Peringatan tersebut disampaikan Prakirawan Stasiun Meteorologi BMKG NTB, Anggi Dewita, pada Senin (5/1/2026). Berdasarkan hasil pemantauan dan analisis BMKG, gelombang tinggi berpeluang terjadi di beberapa wilayah perairan strategis yang kerap dilintasi nelayan maupun kapal penyeberangan.
“Peta tinggi dan arah gelombang laut menunjukkan potensi gelombang tinggi berada di Selat Lombok bagian selatan, Selat Alas bagian selatan, serta perairan Samudera Hindia selatan NTB,” ujar Anggi di Mataram.

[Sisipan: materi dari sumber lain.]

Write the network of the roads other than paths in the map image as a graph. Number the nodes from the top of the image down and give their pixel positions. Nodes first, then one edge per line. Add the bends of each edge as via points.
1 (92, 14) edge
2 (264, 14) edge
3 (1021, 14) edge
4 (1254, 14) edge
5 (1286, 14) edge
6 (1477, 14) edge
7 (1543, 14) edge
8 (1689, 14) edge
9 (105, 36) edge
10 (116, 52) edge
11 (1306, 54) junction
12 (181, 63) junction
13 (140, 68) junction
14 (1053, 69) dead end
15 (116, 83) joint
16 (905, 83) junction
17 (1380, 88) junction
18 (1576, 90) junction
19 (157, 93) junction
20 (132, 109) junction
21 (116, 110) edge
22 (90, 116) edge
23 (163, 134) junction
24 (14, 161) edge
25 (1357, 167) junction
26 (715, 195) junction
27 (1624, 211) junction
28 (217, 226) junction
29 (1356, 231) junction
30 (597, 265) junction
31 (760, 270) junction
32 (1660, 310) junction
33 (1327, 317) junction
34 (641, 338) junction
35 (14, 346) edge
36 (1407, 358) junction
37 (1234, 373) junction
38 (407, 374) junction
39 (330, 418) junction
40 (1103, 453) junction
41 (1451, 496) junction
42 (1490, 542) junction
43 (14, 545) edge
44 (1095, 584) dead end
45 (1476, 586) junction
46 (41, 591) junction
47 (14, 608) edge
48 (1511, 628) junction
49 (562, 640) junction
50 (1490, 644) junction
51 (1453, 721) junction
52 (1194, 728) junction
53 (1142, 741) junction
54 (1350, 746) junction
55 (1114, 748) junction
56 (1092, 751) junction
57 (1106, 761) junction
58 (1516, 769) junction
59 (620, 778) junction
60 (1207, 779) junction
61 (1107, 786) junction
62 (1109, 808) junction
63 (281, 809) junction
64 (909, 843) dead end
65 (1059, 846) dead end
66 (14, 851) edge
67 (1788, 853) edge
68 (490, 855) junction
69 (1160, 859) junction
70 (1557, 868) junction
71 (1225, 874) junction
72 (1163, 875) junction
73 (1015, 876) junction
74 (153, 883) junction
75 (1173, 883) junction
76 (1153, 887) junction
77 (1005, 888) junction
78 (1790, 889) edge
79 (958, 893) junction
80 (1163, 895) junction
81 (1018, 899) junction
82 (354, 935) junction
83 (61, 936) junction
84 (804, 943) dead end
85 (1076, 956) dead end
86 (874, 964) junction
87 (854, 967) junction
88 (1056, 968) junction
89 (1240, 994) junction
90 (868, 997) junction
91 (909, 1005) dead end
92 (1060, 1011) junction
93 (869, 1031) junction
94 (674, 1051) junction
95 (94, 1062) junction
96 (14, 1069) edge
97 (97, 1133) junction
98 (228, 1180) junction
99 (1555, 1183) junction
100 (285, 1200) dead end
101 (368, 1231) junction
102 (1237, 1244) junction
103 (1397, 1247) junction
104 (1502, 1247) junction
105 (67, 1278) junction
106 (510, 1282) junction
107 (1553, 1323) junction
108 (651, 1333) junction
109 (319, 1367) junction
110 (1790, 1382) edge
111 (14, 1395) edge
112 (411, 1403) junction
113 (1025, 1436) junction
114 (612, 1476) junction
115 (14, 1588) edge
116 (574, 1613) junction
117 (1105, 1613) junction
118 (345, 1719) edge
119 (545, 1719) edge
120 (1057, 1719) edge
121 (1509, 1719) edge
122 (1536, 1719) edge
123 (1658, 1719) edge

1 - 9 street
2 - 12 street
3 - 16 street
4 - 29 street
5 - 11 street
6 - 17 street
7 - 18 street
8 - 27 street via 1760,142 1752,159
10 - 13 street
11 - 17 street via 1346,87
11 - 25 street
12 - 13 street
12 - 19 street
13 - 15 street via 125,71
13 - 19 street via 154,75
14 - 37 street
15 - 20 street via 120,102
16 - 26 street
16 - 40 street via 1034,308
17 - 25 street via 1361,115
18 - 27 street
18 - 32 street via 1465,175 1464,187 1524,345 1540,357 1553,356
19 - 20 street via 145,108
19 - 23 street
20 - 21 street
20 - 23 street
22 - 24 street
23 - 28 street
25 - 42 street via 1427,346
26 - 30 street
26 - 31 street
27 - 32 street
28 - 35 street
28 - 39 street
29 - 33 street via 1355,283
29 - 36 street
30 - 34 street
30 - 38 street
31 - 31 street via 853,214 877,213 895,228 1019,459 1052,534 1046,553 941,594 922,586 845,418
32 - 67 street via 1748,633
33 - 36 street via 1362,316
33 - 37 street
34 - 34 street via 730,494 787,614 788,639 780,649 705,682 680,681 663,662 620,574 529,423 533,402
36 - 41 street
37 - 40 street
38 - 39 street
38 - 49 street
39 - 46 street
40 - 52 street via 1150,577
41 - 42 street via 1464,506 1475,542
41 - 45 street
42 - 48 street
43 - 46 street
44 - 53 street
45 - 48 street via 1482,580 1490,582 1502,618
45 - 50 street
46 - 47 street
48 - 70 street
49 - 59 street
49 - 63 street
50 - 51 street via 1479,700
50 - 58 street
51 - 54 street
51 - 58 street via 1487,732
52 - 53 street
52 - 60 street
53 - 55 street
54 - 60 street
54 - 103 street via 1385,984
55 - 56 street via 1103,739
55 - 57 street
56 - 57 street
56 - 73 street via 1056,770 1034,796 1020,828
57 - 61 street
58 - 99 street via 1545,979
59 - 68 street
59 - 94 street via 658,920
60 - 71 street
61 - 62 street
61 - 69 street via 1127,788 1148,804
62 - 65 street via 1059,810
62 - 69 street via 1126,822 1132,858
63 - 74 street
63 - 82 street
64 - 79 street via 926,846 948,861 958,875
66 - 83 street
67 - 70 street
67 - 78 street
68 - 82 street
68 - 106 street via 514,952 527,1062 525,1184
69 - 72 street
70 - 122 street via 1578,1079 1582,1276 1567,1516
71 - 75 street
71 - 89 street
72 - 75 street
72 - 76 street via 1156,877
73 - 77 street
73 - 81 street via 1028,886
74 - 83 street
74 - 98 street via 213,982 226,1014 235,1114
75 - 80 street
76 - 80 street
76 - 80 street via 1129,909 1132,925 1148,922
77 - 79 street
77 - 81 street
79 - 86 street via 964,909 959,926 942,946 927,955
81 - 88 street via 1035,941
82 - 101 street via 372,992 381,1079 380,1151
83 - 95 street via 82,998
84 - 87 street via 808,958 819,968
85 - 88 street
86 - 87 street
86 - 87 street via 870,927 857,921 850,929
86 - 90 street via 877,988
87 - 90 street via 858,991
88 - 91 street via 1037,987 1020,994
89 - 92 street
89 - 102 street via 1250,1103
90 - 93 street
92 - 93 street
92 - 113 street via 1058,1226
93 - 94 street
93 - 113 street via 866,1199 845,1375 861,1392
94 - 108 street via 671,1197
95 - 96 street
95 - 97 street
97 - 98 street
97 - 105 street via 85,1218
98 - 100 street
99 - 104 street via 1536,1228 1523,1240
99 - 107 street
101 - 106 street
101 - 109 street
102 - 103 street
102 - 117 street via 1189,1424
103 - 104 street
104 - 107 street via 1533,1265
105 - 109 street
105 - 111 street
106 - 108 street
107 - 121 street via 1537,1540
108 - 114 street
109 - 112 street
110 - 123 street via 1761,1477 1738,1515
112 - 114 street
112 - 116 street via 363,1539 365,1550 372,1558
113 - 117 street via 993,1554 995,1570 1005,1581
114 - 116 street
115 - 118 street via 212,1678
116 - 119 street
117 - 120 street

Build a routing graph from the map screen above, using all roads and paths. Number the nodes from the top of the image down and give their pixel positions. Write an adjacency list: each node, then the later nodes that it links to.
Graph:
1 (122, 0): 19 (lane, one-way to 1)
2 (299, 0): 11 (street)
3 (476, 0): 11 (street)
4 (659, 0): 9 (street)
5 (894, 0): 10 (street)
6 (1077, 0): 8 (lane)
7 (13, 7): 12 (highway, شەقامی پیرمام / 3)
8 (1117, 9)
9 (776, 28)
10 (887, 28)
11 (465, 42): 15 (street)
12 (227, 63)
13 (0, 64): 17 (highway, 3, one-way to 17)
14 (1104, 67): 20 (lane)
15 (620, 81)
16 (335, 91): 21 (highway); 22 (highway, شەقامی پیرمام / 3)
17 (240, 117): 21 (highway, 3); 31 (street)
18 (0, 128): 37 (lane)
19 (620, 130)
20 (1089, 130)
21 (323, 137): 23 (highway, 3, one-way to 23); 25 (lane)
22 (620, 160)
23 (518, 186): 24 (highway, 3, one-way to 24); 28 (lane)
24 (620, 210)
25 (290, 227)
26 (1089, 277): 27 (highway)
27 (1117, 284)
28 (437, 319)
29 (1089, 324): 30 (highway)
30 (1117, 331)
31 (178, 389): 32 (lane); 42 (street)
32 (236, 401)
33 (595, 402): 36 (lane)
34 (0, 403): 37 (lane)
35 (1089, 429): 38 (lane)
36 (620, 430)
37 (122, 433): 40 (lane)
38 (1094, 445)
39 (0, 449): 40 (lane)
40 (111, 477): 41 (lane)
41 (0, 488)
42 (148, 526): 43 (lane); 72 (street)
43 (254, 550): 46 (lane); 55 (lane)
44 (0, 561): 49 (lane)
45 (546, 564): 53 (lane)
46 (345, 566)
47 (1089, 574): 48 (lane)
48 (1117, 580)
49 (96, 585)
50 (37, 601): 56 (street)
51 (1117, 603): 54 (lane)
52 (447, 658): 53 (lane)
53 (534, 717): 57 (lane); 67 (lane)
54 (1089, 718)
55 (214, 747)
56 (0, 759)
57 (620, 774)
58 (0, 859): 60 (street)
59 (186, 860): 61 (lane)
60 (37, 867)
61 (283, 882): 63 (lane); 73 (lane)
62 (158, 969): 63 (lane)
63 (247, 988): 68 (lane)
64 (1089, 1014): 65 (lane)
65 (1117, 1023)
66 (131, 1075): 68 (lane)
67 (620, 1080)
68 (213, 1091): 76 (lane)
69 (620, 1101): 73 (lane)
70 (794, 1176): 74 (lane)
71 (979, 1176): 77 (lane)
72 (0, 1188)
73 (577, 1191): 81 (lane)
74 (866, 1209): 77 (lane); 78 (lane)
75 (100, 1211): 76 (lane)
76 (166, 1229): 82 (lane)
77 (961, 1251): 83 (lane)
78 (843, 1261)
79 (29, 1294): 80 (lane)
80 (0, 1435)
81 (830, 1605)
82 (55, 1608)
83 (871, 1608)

Gelombang Capai 2,5 hingga 4 Meter
BMKG mencatat, tinggi gelombang di wilayah perairan selatan NTB berada pada kisaran 2,5 hingga 4 meter. Kondisi tersebut masuk dalam kategori gelombang tinggi dan berisiko terhadap keselamatan pelayaran, khususnya bagi kapal berukuran kecil hingga menengah.
Gelombang setinggi itu dinilai tidak hanya berbahaya bagi perahu nelayan dan kapal tongkang, tetapi juga dapat berdampak serius pada kapal penyeberangan jenis ferry yang melayani mobilitas masyarakat antarwilayah.
“Kami memohon agar masyarakat yang tinggal dan beraktivitas di wilayah pesisir, terutama di sekitar perairan yang berpeluang mengalami gelombang tinggi, untuk selalu meningkatkan kewaspadaan,” tegas Anggi.
BMKG juga mengingatkan operator kapal dan nelayan tradisional agar menunda pelayaran apabila kondisi cuaca dan gelombang dinilai tidak aman.
Daftar Wilayah Perairan Berisiko Gelombang Tinggi
Berdasarkan peringatan BMKG, wilayah perairan yang perlu diwaspadai meliputi:
-
Selat Lombok bagian selatan
-
Selat Alas bagian selatan
-
Perairan Samudera Hindia selatan NTB
Wilayah-wilayah tersebut dikenal memiliki karakteristik gelombang yang cepat berubah, terutama saat dipengaruhi angin kencang dan sistem cuaca di Samudera Hindia.
Imbauan Keselamatan Pelayaran
BMKG menekankan pentingnya memperhatikan faktor keselamatan selama potensi gelombang tinggi berlangsung. Risiko kecelakaan laut dapat meningkat apabila pelayaran tetap dilakukan tanpa mempertimbangkan kondisi cuaca dan gelombang.
“Kami berharap masyarakat dan seluruh pelaku aktivitas kelautan selalu memperhatikan risiko tinggi terhadap keselamatan pelayaran,” kata Anggi.